§ **Task objective**
Please return the lines of the data that contain "this".

BEGIN Input material

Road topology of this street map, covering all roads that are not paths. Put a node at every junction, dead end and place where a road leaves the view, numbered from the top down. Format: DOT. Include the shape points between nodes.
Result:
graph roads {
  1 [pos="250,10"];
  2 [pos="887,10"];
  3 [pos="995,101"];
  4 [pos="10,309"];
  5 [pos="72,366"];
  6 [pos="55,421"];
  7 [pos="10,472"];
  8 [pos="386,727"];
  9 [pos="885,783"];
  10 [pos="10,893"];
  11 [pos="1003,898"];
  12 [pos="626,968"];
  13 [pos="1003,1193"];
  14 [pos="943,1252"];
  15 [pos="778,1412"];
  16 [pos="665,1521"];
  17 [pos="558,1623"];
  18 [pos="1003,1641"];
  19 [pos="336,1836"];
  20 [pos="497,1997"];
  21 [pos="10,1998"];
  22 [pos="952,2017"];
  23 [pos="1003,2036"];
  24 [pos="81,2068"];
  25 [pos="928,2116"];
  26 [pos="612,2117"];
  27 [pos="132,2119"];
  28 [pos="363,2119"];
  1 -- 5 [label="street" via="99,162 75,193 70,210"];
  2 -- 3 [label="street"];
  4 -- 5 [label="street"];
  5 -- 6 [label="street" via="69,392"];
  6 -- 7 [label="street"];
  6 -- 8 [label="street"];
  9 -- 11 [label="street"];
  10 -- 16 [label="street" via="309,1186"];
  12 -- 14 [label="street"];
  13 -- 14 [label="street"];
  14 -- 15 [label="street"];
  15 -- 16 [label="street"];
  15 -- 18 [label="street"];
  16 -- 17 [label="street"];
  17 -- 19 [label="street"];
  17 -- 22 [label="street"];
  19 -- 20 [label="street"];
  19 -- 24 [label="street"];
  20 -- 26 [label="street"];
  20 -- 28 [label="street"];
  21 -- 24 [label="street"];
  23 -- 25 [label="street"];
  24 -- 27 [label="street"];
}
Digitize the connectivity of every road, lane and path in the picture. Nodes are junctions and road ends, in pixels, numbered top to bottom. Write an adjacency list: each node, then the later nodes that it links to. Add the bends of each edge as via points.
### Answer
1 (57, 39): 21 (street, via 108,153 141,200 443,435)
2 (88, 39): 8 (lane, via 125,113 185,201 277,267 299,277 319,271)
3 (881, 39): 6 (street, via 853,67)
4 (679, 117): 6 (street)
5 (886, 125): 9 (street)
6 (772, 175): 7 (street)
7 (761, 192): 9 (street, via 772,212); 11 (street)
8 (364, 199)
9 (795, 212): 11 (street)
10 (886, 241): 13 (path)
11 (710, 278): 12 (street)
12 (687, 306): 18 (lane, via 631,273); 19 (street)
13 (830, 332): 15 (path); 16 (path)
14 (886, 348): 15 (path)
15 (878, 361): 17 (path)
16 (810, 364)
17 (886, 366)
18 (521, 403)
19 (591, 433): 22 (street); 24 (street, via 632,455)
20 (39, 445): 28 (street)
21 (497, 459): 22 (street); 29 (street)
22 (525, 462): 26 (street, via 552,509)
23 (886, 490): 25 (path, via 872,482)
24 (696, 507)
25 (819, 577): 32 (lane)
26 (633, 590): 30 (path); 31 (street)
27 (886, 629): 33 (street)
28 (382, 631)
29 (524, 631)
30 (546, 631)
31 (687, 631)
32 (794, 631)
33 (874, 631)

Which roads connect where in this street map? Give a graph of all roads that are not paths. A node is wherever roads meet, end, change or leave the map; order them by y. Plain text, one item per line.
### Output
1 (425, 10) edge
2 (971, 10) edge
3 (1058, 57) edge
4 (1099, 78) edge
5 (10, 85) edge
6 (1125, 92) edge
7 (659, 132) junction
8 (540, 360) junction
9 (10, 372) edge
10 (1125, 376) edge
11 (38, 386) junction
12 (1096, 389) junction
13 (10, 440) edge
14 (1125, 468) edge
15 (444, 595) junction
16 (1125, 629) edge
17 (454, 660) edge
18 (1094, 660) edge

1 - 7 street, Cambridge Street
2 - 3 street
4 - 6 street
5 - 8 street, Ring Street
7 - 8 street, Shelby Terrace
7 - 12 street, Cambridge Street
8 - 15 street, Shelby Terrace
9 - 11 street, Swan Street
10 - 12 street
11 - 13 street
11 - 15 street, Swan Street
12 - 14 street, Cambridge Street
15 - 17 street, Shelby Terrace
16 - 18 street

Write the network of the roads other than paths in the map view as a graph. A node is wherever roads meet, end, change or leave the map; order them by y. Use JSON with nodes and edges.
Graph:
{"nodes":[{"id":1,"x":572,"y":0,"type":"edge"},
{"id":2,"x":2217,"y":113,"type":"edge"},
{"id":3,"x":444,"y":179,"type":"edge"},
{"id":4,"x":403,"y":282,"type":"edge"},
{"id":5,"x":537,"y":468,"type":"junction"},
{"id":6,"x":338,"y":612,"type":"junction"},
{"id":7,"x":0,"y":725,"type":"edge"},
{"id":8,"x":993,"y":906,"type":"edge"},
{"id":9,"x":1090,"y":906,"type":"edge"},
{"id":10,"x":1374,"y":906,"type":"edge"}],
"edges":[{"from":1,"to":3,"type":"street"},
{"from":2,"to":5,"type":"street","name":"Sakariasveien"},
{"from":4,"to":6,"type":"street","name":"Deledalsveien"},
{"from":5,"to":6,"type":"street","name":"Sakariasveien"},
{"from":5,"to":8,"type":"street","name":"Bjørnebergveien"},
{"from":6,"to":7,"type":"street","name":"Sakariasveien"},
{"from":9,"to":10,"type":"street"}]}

END Input material

§ **Output of the task**
Road topology of this street map, covering all roads that are not paths. Put a node at every junction, dead end and place where a road leaves the view, numbered from the top down. Format: DOT. Include the shape points between nodes.
Which roads connect where in this street map? Give a graph of all roads that are not paths. A node is wherever roads meet, end, change or leave the map; order them by y. Plain text, one item per line.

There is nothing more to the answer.